Cependant, et c’est le plus important, nous avons une société civile forte et active, des journalistes courageux-ses, belliqueux-ses et une rigueur dans la plupart des procédures judiciaires. Cela montre que la démocratie bat dans les veines de la politique sud-africaine, ce qui dérange évidemment les élites qui ne veulent que faire des affaires en leur propre faveur.

Quel est l’impact de la capture d'État dans les différentes composantes de la société sud-africaine (Noirs, Blancs, démunis, riches, les femmes et les hommes) ?

La capture d’État et la corruption affectent différemment la vie de chaque Sud-Africain-e. Si l'on considère que le nombre de personnes vivant en Afrique du Sud dans la pauvreté a augmenté de 2,8 millions entre 2011 et 2015, cela veut dire que 55,5% de la population sont maintenant pauvres. L’économie est au point mort et l’Afrique du Sud a raté l’occasion d’employer 2,5 millions de personnes supplémentaires. Cela aurait été possible, si la croissance économique était à un rythme analogue à celui des autres économies émergentes. Au contraire, l’argent a été déposé dans des entreprises publiques, qui ont été pillées par des politicien-nes corrompu-es ainsi que leurs complices qui sont dans le secteur privé, les grandes banques, les cabinets d’expertise comptable et ailleurs.

Les personnes les plus touchées sont sans aucun doute les plus faibles de notre société, c’est-à-dire les femmes noires et de couleur de la classe ouvrière. Les rues sont devenues moins sûres, il est plus difficile de trouver du travail et les services publics de base sont considérablement réduits. En fait, presque personne n’est à l’abri des effets de la capture d’État - des coupures d’électricité aux problèmes d’approvisionnement en eau, tout le monde est touché, qu’il s’agisse des chômeurs, des couches inférieures ou de la classe moyenne. Pour 1% des plus nantis de la société sud-africaine, la capture d’État est un désagrément, mais elle n'est pas synonyme de perte de prospérité.

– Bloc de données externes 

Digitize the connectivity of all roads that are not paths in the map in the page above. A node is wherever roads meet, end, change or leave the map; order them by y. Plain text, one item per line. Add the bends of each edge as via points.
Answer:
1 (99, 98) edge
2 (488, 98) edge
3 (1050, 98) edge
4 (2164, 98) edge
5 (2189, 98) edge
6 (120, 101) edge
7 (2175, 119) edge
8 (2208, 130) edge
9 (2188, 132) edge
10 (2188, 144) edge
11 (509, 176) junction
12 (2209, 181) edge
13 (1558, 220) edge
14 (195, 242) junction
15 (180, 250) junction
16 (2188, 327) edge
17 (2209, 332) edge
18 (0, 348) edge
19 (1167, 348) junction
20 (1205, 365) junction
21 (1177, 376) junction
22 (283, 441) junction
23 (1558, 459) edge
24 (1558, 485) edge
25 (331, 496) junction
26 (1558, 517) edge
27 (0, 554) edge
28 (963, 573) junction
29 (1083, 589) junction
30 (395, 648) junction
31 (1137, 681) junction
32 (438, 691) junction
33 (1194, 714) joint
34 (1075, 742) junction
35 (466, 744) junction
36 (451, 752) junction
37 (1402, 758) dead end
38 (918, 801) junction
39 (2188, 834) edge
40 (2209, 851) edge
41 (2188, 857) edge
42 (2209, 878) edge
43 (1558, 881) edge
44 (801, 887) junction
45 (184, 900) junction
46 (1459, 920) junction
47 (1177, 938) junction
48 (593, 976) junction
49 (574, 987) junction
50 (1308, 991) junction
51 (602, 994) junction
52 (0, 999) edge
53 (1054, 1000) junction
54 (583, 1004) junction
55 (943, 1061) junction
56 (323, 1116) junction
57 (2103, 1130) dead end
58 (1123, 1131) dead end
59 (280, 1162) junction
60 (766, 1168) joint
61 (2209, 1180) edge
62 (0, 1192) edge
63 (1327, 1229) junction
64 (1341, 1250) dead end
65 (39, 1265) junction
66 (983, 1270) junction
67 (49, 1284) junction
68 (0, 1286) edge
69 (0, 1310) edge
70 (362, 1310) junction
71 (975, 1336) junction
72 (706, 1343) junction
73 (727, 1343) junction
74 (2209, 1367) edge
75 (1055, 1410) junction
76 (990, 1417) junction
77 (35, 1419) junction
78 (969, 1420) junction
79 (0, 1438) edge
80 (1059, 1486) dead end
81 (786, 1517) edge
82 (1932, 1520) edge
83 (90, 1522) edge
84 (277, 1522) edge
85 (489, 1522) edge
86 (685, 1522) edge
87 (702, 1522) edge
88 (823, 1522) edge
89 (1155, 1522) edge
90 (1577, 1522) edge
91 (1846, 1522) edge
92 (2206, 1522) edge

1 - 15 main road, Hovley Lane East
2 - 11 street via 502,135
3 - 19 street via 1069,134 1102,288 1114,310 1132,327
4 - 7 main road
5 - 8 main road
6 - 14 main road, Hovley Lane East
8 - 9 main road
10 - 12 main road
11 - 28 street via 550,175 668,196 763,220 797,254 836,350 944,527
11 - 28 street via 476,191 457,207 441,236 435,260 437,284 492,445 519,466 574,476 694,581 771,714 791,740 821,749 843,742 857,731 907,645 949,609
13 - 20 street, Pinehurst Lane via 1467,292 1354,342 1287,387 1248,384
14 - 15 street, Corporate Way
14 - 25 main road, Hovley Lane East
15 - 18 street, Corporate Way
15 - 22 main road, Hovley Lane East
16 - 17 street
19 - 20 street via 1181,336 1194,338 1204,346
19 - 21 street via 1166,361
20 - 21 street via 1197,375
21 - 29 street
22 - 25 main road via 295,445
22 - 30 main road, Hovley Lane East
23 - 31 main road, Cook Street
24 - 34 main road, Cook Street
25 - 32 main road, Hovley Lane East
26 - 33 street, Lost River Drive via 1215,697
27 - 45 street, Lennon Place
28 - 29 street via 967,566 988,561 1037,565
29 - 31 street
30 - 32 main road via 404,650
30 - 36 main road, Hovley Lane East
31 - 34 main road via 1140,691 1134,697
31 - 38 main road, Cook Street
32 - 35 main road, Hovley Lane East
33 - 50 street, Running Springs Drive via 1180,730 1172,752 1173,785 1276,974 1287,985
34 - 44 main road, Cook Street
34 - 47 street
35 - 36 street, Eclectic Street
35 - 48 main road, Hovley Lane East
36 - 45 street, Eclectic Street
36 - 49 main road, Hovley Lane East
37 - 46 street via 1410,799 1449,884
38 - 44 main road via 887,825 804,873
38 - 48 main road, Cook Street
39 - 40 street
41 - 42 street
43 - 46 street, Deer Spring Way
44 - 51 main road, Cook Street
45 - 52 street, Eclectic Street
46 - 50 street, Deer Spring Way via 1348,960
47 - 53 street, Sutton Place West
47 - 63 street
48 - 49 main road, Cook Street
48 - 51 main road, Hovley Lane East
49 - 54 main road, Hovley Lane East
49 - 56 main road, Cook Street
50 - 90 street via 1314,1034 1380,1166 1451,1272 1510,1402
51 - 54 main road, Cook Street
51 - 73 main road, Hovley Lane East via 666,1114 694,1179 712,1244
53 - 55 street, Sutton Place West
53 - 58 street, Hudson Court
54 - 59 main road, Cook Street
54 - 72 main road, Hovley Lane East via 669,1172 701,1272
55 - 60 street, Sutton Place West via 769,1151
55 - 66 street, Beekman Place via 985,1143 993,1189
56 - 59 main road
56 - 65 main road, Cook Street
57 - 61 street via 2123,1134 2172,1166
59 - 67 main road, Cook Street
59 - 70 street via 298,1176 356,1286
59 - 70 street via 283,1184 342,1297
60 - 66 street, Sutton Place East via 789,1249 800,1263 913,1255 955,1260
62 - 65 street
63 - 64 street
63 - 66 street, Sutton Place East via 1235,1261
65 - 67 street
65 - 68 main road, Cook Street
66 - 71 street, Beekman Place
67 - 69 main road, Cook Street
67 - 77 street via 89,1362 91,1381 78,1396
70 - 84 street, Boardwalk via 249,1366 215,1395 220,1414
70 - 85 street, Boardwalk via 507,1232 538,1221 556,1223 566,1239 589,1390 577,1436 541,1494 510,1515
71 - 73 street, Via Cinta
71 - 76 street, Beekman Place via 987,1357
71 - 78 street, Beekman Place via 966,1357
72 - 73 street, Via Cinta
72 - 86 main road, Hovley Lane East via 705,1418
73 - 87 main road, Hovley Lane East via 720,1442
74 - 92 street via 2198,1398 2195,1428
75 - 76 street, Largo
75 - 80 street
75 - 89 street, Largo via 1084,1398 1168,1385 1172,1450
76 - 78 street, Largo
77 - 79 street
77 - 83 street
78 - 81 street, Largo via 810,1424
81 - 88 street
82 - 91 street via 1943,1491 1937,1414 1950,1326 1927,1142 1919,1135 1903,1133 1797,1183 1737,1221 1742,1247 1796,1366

Une partie de la capture d’État consiste en une sortie de fonds qui se produit depuis des décennies. Un grand nombre de ces personnes ont un pied à Dubaï et possèdent des comptes bancaires au Luxembourg. Notre société sera probablement moins transformée par ce qui se passe au sommet, que par l’ obligation de rendre compte que réclame les couches inférieures.

Quels sont, selon vous, les problèmes les plus pressants dans les 25 prochaines années ?

Au cours du prochain quart de siècle, notre lutte doit être axée sur la justice sociale et environnementale. Aujourd’hui, il n’y a aucun plan clair sur la manière de combattre la pauvreté croissante, le chômage et l’injustice. Le changement climatique progressif devrait aggraver encore la situation, et son impact affectera de façon disproportionnée les pauvres et les personnes déjà défavorisées.

Si nous voulons nous attaquer sérieusement à ces problèmes, nous devons veiller à ce que les puissant-es entreprises et les politicien-nes, ceux et celles-là qui agissent souvent dans l'impunité et sont complètement déconnecté-es de la vie de la plupart des gens, rendent compte de leurs actes. Si nous pouvons enrayer le népotisme, les crimes économiques et la culture de l’impunité au sein de nos élites, cela contribuera à résoudre les problèmes de justice sociale et environnementale avec la diligence nécessaire. Sinon, nous deviendrons une société en conflit permanent avec des ressources qui s’amenuisent de plus en plus. Les prochaines décennies seront déterminées par les réflexions sur ces problématiques.